We all have smartphones, but did you know that they are chock-full of sensors that you can access and use to make some amazing measurements?
Here is an example of a few kinds of data provided by an app called Physics Toolbox, which you can get at the Apple or GOOGLE stores.
Each of these functions leads to a separate screen where the data values are displayed in graphical form. You can even download the data as a .csv file and analyze it yourself. This provides lots of opportunities for teachers to ask their students to collect data and analyze it themselves, rather than using textbook tables with largely made-up numbers!
There are also many different separate apps that specialize in specific kinds of data such as magnetic field strength, sound volume, temperature, acceleration to name just a few.

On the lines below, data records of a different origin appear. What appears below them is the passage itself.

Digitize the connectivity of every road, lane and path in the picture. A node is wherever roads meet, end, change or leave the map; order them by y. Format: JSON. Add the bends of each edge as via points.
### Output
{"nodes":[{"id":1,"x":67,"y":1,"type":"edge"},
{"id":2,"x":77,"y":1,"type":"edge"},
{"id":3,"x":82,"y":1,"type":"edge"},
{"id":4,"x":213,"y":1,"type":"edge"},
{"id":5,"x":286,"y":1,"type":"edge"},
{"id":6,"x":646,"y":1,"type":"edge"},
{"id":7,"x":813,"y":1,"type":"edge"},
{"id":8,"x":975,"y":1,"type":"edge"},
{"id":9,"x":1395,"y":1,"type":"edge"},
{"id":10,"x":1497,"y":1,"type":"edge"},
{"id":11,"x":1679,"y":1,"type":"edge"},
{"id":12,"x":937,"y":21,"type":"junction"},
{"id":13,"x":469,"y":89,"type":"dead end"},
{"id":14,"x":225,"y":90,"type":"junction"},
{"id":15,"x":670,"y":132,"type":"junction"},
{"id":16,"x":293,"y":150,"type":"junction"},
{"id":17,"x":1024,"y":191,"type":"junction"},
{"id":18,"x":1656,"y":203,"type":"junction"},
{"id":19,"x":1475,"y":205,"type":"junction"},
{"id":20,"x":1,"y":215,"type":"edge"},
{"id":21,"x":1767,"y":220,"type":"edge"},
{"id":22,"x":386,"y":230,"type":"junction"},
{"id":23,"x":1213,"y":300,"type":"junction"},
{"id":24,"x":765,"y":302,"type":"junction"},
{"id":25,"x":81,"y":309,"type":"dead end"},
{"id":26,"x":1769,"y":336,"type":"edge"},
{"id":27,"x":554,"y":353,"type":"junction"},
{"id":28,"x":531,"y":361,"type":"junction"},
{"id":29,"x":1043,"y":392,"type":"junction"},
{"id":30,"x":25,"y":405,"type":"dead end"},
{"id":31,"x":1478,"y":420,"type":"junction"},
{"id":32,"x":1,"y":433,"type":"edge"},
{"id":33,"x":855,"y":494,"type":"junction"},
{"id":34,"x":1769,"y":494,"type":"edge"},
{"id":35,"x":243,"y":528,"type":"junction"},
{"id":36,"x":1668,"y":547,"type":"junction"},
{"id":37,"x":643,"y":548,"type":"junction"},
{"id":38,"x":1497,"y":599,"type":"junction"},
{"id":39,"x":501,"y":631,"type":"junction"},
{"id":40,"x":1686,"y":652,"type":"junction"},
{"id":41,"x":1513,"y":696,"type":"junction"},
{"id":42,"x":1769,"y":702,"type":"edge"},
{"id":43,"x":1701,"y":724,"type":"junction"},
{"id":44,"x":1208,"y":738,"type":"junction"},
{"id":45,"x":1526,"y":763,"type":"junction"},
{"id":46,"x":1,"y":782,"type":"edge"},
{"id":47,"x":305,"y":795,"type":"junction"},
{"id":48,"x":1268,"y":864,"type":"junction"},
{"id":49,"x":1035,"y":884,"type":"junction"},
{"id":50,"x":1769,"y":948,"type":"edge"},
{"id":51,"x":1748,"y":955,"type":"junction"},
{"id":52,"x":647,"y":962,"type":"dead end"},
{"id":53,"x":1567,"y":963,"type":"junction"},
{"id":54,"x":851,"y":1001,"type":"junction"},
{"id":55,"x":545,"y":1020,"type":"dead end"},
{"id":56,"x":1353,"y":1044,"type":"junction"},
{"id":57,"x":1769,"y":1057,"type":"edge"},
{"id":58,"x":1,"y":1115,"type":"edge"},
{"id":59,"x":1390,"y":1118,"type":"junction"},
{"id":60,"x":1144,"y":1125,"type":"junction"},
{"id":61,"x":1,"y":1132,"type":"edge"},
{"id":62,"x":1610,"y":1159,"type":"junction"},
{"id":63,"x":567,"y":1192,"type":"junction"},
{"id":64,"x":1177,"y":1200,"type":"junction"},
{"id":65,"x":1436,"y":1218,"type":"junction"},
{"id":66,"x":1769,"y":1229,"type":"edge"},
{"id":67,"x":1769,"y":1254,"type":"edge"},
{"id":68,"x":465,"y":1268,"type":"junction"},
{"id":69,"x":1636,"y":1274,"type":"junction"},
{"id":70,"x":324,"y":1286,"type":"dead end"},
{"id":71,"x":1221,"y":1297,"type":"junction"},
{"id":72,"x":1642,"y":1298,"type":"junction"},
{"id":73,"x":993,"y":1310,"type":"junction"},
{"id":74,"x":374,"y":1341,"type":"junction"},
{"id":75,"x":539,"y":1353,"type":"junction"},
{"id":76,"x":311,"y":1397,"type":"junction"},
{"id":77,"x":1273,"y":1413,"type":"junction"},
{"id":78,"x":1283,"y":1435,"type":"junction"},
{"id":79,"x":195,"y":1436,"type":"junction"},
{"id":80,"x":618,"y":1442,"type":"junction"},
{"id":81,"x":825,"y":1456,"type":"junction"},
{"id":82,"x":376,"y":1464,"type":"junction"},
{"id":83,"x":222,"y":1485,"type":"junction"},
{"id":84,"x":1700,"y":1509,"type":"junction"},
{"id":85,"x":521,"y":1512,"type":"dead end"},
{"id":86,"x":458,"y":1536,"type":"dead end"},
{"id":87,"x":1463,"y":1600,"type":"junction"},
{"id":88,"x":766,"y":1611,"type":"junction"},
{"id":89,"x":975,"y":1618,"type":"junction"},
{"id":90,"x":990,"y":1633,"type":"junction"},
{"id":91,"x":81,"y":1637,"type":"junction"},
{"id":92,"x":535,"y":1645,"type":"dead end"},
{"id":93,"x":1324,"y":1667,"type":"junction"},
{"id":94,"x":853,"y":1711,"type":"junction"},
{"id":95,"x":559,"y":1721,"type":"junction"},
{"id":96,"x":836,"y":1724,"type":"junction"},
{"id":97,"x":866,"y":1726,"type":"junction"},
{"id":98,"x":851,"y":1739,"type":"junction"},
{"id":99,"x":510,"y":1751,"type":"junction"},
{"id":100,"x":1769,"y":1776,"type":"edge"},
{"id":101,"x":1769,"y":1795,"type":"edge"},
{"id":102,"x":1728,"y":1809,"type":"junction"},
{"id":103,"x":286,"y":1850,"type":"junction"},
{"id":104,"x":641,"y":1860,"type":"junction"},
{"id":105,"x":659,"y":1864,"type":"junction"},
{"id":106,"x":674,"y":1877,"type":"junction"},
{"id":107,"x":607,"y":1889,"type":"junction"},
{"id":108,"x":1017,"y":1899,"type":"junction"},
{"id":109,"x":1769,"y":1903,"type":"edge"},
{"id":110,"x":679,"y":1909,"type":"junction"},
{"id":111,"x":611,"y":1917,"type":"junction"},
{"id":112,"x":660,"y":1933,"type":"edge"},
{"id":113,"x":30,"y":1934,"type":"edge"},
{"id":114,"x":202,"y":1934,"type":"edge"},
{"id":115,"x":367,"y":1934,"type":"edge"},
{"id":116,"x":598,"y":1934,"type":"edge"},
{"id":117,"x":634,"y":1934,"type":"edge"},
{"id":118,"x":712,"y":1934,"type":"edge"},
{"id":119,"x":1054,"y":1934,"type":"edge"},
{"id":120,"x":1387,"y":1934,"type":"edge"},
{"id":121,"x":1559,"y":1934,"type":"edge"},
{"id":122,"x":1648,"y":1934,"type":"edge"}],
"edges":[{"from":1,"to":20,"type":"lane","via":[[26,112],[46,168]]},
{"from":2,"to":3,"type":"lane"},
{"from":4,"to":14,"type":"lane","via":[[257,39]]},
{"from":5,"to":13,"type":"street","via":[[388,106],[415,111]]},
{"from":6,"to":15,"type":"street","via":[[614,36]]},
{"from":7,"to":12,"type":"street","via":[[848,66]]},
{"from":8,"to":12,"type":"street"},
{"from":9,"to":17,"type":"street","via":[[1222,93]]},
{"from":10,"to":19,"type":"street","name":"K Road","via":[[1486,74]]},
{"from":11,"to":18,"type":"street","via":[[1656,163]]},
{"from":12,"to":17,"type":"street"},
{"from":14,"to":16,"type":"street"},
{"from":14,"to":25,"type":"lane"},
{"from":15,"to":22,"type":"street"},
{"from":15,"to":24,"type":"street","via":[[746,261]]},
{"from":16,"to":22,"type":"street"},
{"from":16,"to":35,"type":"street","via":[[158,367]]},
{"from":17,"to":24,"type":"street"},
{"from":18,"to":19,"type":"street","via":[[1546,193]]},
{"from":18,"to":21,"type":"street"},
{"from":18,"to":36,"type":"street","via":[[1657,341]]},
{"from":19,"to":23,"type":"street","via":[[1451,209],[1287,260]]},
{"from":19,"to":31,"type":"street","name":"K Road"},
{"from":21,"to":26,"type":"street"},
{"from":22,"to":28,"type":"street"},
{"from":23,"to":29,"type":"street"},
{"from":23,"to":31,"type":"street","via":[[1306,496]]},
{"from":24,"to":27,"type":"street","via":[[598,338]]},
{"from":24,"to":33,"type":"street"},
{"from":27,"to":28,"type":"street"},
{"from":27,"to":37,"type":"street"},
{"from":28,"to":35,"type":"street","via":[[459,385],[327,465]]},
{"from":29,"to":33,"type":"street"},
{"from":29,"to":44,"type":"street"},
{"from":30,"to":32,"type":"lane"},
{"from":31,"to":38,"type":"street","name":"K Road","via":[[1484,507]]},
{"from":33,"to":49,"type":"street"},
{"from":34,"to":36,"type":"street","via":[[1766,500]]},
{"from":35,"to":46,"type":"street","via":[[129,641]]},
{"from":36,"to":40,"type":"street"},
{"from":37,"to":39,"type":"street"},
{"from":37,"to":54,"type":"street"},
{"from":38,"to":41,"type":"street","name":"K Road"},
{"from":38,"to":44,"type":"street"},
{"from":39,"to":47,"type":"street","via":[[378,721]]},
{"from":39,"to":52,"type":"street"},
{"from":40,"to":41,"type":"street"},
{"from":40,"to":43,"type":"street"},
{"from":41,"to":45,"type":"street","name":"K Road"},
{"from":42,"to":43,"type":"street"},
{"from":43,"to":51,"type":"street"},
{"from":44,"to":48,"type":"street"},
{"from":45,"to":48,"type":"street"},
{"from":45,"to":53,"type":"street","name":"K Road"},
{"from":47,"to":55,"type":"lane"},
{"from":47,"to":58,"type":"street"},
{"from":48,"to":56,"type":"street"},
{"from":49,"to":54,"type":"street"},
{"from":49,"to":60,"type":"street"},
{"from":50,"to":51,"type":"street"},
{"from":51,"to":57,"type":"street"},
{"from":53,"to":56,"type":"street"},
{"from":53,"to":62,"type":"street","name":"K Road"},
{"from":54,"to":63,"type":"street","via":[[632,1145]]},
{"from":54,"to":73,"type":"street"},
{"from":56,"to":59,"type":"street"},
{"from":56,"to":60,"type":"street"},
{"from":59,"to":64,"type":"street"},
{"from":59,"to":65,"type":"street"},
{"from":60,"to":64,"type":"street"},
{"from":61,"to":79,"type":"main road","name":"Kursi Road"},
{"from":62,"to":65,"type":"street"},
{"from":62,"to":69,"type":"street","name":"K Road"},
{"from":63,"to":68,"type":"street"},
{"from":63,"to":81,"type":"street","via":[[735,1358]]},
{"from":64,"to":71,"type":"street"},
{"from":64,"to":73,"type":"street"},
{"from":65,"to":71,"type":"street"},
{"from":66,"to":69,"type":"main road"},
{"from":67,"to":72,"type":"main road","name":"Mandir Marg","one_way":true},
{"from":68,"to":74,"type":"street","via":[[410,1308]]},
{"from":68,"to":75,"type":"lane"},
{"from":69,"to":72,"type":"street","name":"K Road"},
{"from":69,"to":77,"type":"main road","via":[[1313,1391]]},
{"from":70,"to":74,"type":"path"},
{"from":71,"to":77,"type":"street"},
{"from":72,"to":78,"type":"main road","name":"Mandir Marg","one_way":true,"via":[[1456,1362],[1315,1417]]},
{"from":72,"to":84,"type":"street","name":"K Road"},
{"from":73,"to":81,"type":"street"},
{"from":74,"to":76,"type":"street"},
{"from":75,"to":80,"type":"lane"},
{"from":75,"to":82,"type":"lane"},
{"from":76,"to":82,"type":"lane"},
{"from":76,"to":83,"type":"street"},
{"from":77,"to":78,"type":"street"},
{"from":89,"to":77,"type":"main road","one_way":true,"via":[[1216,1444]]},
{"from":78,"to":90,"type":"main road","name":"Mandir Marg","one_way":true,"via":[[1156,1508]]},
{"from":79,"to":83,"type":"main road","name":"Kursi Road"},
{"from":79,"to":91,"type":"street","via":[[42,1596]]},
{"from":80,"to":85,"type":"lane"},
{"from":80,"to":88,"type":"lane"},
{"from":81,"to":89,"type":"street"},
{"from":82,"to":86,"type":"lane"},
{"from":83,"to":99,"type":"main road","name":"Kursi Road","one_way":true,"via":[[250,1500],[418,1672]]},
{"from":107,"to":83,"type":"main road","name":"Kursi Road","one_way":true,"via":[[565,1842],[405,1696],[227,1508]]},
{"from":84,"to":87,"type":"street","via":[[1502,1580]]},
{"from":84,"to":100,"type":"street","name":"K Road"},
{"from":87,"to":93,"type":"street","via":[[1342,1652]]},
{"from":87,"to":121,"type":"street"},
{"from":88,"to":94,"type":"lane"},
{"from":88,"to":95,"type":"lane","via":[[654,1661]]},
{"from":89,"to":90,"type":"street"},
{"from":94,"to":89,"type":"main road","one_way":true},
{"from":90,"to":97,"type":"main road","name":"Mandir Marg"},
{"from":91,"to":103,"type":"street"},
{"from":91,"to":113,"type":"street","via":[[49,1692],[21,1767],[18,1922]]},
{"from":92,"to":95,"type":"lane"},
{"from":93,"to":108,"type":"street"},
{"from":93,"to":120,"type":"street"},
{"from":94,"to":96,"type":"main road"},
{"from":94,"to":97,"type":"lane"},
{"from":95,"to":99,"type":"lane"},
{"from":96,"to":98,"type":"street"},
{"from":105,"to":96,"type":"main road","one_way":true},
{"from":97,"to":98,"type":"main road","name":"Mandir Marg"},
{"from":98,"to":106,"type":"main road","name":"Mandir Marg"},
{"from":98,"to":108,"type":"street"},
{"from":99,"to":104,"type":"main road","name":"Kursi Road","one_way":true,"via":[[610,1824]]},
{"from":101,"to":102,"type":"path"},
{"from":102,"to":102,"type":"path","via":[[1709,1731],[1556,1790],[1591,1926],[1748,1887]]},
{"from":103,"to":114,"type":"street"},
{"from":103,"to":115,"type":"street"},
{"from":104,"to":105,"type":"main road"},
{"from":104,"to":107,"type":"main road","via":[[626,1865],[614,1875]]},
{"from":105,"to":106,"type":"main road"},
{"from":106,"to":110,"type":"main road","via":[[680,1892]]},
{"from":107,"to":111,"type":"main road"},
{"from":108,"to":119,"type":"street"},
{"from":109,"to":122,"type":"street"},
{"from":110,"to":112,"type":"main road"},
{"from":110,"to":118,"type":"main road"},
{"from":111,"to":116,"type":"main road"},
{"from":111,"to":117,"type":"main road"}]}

I have written a guide to smartphone sensors and how to use them, along with dozens of experiments, and a whole section on how to mathematically analyze the data. The guide was written for a program at the Goddard Space Flight Center called the NASA Space Science Education Consortium, so if you know any teachers, students or science-curious tinkerer’s that might be interested in smartphone sensors, send them to this blog page so that I can count the traffic flow to the Guide.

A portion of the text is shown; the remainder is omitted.